Bernard J. Shapero Rare Books of London had on hand a first-edition copy of the Description de l’Egypte pendant l’expedition de Vivant Denon, inspired by Napoleon I’s North African campaign. Consisting of 12 volumes with 894 plates, the Orientalist tract was £110,000.
For lovers of the arts, Sims Reed, Ltd., presented George Smith’s designs for household furniture and interior decorations. The London dealer billed the large paper copy, £16,000, as “the most luxurious of early Nineteenth Century pattern books.” A volume illustrated with 109 original lithographs and nine woodcuts by Pierre Bonnard, 1900, cost £22,500.
Hoping to attract new-world buyers, Altea Maps and Books of London prominently displayed one of the earliest wall maps of the Americas. By Willem Jansz Blaeu, circa 1620, the map predates the Dutch disclosure of its 1622 discovery of LeMaire’s Strait in the Tierra del Fuego. Found in Italy and bearing some restoration, the colorful relic was £130,000. Kings Court Galleries of London also lined its walls with framed maps and prints, including a 1799 map of New England, £4,800.
Michael Finney Books and Prints of London had a wall of boldly graphic engravings by the classical master Piranesi. A large Coliseum view was £1,350 pounds. A pair of striking steel engravings of 1795, depicting a famous English naval battle of a year earlier, was £1,800 pounds. Satirical prints by Hogarth were mostly back at the dealer’s Museum Street shop.
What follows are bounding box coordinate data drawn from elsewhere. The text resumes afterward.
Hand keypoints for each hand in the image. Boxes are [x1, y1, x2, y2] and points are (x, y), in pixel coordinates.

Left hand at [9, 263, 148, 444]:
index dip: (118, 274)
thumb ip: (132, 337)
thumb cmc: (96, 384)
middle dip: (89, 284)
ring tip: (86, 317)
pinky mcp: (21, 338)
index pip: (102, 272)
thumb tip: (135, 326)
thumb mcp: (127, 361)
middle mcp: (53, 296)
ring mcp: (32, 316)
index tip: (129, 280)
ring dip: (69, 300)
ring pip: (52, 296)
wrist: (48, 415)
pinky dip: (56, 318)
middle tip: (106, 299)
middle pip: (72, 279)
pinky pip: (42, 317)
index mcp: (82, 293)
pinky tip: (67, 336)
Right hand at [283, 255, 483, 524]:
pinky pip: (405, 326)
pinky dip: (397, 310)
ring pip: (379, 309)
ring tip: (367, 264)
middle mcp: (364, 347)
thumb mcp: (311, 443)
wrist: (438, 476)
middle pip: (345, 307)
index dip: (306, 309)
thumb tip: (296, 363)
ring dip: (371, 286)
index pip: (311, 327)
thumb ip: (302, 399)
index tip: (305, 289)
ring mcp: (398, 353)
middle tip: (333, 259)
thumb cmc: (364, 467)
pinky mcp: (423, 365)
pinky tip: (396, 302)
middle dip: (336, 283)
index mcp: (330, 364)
At Maggs Brothers Ltd of London, a group photo by Bassano of Churchill and his staff in the garden of 10 Downing Street during the two-week conference in which D-Day was outlined cost £35,000. At Heritage Book Shop, a signed Elvis Presley manuscript written in his own hand while in Germany serving with the US army was £32,500.
Some other notable first editions: The Naked Lunch by William Burroughs, 1959, signed by the author, £500 at Bernard J. Shapero, London; Ulysses by James Joyce, published by Shakespeare & Co in 1922, £23,000 at Peter Harrington, London; Harry Potter and The Chamber of Secrets, signed by the cover artist, £2,500, and Death on the Nile by Agatha Christie, 1936, £7,500, at Adrian Harrington, London; and one of 250 copies of Portrait of Lady by Henry James, 1882, £12,250 at Maggs Brothers Ltd, London. Ian Fleming’s James Bond and Tolkien’s Hobbit popped up all over the floor.
For those who couldn’t make it to the 42nd Antiquarian Book Fair, the ABA operates a search engine for books, manuscripts, maps and prints at www.rarebookfinder.co.uk. Its Web site is www.ABAinternational.com. Additionally, many fair exhibitors operate their own sites. Addresses are published in The Handbook of the Antiquarian Booksellers Association, available from Sackville House, 40 Picadilly, London W1J ODR.